Everybody wants a piece of the action. That's the dominant sentiment around the videogame market right now -- a sense that the world's biggest companies have turned their attention on this sector, and they're all quite determined to make sure that they play a key role in its future.
Of the "FAANG" tech giants whose rapid growth (and occasional instability) has fuelled much of the stock market's movements in recent years -- that's Facebook, Apple, Amazon, Netflix and Google to the uninitiated -- only Netflix doesn't have a confirmed interest in getting a foot in gaming's door. Even at that, nobody would really be shocked if Netflix boss Reed Hastings were to announce tomorrow that the company is going to make a bigger push behind interactive titles or creating games that link to its other IPs as a cross-media effort.
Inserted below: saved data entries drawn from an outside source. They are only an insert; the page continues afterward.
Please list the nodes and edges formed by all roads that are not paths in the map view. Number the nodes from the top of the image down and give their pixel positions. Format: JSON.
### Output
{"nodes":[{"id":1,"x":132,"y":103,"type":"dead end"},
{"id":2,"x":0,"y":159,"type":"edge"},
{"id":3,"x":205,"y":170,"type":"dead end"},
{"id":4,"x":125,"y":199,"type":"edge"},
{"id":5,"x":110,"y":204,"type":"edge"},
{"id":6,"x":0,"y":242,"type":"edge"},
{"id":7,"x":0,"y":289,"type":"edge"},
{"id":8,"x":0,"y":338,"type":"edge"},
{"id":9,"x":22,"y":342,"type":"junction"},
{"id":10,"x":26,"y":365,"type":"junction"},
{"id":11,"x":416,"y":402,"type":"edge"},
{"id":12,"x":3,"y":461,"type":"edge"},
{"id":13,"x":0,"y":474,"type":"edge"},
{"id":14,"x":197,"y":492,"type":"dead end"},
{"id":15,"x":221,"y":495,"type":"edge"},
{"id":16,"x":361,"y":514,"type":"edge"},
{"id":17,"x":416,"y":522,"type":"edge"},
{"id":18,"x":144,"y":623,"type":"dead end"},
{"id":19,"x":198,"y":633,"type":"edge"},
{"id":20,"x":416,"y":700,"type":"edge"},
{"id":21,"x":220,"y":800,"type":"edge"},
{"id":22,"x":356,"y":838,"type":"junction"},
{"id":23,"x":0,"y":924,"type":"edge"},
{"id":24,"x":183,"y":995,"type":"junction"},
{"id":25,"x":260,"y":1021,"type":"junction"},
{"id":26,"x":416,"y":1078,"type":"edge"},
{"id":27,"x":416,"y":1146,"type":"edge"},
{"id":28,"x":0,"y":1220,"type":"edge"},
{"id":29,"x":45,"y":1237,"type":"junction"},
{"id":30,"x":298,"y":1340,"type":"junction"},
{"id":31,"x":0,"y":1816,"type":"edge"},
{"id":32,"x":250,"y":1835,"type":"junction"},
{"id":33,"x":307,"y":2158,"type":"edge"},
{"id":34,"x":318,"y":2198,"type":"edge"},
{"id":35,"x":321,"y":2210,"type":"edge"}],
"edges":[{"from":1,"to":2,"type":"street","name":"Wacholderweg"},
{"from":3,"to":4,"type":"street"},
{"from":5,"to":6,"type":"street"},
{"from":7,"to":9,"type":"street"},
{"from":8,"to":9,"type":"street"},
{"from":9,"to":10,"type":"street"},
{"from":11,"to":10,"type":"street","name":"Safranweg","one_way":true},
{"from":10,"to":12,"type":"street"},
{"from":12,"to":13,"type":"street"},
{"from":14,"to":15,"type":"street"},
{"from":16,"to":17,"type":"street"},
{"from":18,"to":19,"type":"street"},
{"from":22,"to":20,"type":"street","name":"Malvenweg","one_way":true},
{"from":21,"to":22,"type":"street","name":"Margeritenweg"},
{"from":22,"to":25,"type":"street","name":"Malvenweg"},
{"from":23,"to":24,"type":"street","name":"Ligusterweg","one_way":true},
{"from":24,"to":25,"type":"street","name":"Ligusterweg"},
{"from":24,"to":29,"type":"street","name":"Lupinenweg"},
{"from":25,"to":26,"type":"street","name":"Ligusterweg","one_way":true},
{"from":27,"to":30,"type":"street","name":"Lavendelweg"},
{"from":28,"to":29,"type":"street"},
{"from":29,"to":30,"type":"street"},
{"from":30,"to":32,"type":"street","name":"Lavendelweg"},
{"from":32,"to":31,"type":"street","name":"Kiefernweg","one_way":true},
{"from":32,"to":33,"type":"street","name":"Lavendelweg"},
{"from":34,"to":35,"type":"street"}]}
Add in Microsoft (currently the world's largest company if measured by market capitalisation) and China's Tencent, both of which have a very significant interest in the gaming sector, and you've essentially got a who's who of the world's richest and fastest-growing companies -- all of them with their sights set on gaming. For all that Sony and Nintendo have been knocking it out of the park in recent years, it's easy to feel a little uneasy about the company they suddenly find themselves in. Even the likes of Sony starts to look like a bit of a plucky underdog when it's got Google and Amazon ramping up to compete against it.